Instructions to follow »
Each line of the data below that holds the word "button" is to be reported in full.

[Dataset entries]
──────

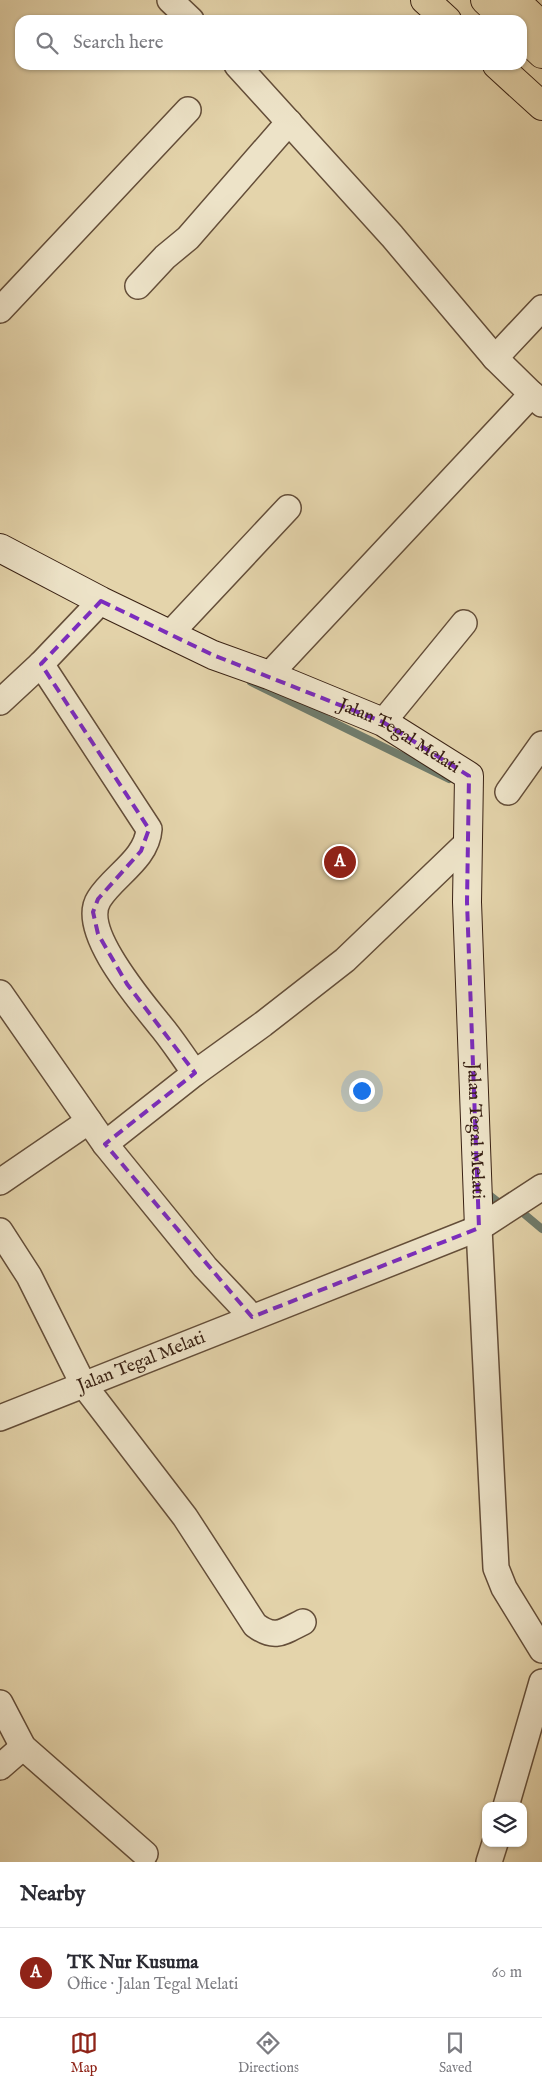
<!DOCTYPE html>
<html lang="en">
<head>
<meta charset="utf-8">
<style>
	body { margin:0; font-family:"IM FELL English",serif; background:#f7f7f7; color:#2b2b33 }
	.controls { position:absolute; right:15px; bottom:15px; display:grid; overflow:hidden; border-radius:10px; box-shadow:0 1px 4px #0004 }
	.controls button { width:45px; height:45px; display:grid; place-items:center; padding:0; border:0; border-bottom:1px solid #e1e1e2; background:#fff; color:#2b2b33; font:25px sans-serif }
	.you { position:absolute; left:361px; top:1090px; width:18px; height:18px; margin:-12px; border:4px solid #fff; border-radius:50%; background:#1a73e8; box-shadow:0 0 0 8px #1a73e833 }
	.badge { display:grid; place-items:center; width:32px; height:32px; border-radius:50%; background:#8f2418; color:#fff; font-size:16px; font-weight:700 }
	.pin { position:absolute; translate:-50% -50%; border:2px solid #fff; box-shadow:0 1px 5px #0006 }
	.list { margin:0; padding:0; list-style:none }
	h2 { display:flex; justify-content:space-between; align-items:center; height:65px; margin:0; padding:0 20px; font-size:21px }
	h2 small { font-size:16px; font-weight:400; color:#7c7c81 }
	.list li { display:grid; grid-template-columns:32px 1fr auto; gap:15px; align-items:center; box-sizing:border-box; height:90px; padding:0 20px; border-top:1px solid #e1e1e2 }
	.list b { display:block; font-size:19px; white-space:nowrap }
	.list p { margin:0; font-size:16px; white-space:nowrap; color:#7c7c81 }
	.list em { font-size:16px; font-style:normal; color:#7c7c81 }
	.icon { flex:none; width:28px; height:28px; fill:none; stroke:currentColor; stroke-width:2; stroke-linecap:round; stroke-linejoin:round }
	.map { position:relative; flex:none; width:542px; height:1862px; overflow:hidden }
	.search { position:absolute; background:#fff; box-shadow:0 1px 4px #0004; left:15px; right:15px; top:15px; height:55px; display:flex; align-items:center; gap:12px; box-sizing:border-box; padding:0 18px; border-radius:15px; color:#7c7c81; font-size:19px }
	.sheet { height:155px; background:#fff }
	nav { display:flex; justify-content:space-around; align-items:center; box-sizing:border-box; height:70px; border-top:1px solid #e1e1e2; background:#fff; font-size:14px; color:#7c7c81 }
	nav a { display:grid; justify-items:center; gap:2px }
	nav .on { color:#8f2418 }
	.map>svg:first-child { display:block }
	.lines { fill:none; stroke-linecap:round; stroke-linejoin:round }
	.stream { stroke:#707c6c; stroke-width:8 }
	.street-casing { stroke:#644e39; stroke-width:28 }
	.secondary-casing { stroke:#392113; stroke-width:30 }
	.highway-casing { stroke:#392113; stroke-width:30 }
	.street { stroke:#ede3c8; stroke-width:25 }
	.secondary { stroke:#ede3c8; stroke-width:28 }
	.highway { stroke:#e4d4ab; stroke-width:28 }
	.marked { fill:none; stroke:#7b2cbf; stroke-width:4; stroke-dasharray:10 6; stroke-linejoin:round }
	.labels { text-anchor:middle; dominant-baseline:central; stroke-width:5; stroke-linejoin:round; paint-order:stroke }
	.street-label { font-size:18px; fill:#392113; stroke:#ede3c8 }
</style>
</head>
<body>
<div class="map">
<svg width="542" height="1862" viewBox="0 0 542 1862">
	<rect width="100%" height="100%" fill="#e4d4ab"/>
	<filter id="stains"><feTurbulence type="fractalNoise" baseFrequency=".004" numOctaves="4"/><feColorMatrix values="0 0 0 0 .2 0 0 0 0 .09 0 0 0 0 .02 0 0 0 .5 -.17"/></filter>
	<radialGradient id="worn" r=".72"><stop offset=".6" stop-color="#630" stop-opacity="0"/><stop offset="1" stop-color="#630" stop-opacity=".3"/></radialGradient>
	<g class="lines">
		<g class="stream">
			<polyline points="251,682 449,779"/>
			<polyline points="484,1191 498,1202"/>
			<polyline points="523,1213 542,1229"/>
		</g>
		<defs>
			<g id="street">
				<polyline points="170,0 191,20"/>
				<polyline points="237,65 392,236 495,358 542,404"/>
				<polyline points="138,286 165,257 188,238 289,122"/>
				<polyline points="0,310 188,110"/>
				<polyline points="495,358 542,308"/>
				<polyline points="169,635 288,508"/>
				<path d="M 41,664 L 149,829 C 147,859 113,876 99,899 C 79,930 140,1000 159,1024 C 172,1039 183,1057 195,1073 L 105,1144"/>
				<polyline points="269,675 532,394"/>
				<polyline points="0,702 41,664 101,601"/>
				<polyline points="383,722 464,623"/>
				<polyline points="508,792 542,744"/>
				<polyline points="0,993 105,1144 205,1267 252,1317"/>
				<polyline points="195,1073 263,1024 345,960 468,842"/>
				<polyline points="0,1182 89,1121"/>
				<polyline points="479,1228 496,1568 504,1588 542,1650"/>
				<path d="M 0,1231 L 29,1276 L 83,1384 L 185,1517 L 255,1625 C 275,1640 283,1632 303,1622"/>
				<path id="s1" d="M 0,1418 L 479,1228 L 542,1187"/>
				<polyline points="0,1703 23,1747 145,1854"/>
				<polyline points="0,1767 23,1747"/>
				<polyline points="506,1806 542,1682"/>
				<polyline points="489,1862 495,1843"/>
			</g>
			<g id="secondary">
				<path id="s2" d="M 0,548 L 101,601 L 213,655 L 269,675 L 383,722 L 469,776 L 467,902 L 479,1228"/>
			</g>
			<g id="highway">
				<polyline points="425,0 447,20"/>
				<polyline points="485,0 506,20"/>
				<polyline points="515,0 542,26"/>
				<polyline points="522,35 542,54"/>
				<polyline points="497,65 542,106"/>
			</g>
		</defs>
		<use href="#street" class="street-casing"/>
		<use href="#secondary" class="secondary-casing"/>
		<use href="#highway" class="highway-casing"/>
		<use href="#street" class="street"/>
		<use href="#secondary" class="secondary"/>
		<use href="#highway" class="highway"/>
	</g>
	<path class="marked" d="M 101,601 L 213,655 L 383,722 L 469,776 L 467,902 L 479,1228 L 252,1317 L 105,1144 L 195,1073 L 127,984 L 98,934 L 93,912 L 98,899 L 141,851 L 149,829 L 41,664 Z"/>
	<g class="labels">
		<g class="street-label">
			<text stroke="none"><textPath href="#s2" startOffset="442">Jalan Tegal Melati</textPath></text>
			<text stroke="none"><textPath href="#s2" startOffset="878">Jalan Tegal Melati</textPath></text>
			<text stroke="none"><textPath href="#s1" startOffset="152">Jalan Tegal Melati</textPath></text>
		</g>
	</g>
	<rect width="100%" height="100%" filter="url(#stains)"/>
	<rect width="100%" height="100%" fill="url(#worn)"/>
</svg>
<div class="controls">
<button><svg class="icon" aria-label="layers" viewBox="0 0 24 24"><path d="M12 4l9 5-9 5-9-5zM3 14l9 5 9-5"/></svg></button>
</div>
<div class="you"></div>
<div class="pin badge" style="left:340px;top:862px">A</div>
<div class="search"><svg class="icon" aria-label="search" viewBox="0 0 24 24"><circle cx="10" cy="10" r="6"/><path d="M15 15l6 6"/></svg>Search here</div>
</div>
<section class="sheet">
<h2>Nearby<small></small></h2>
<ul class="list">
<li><span class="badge">A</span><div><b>TK Nur Kusuma</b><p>Office · Jalan Tegal Melati</p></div><em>60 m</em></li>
</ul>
</section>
<nav>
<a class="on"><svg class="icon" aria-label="map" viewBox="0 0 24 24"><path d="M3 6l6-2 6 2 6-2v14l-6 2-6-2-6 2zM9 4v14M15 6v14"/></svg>Map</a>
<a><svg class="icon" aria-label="directions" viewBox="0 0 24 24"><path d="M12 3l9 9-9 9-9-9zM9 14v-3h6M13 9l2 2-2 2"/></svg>Directions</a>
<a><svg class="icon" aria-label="saved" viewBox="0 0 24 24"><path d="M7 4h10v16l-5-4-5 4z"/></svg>Saved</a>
</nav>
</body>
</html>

──────

Result of the task »
	.controls button { width:45px; height:45px; display:grid; place-items:center; padding:0; border:0; border-bottom:1px solid #e1e1e2; background:#fff; color:#2b2b33; font:25px sans-serif }
<button><svg class="icon" aria-label="layers" viewBox="0 0 24 24"><path d="M12 4l9 5-9 5-9-5zM3 14l9 5 9-5"/></svg></button>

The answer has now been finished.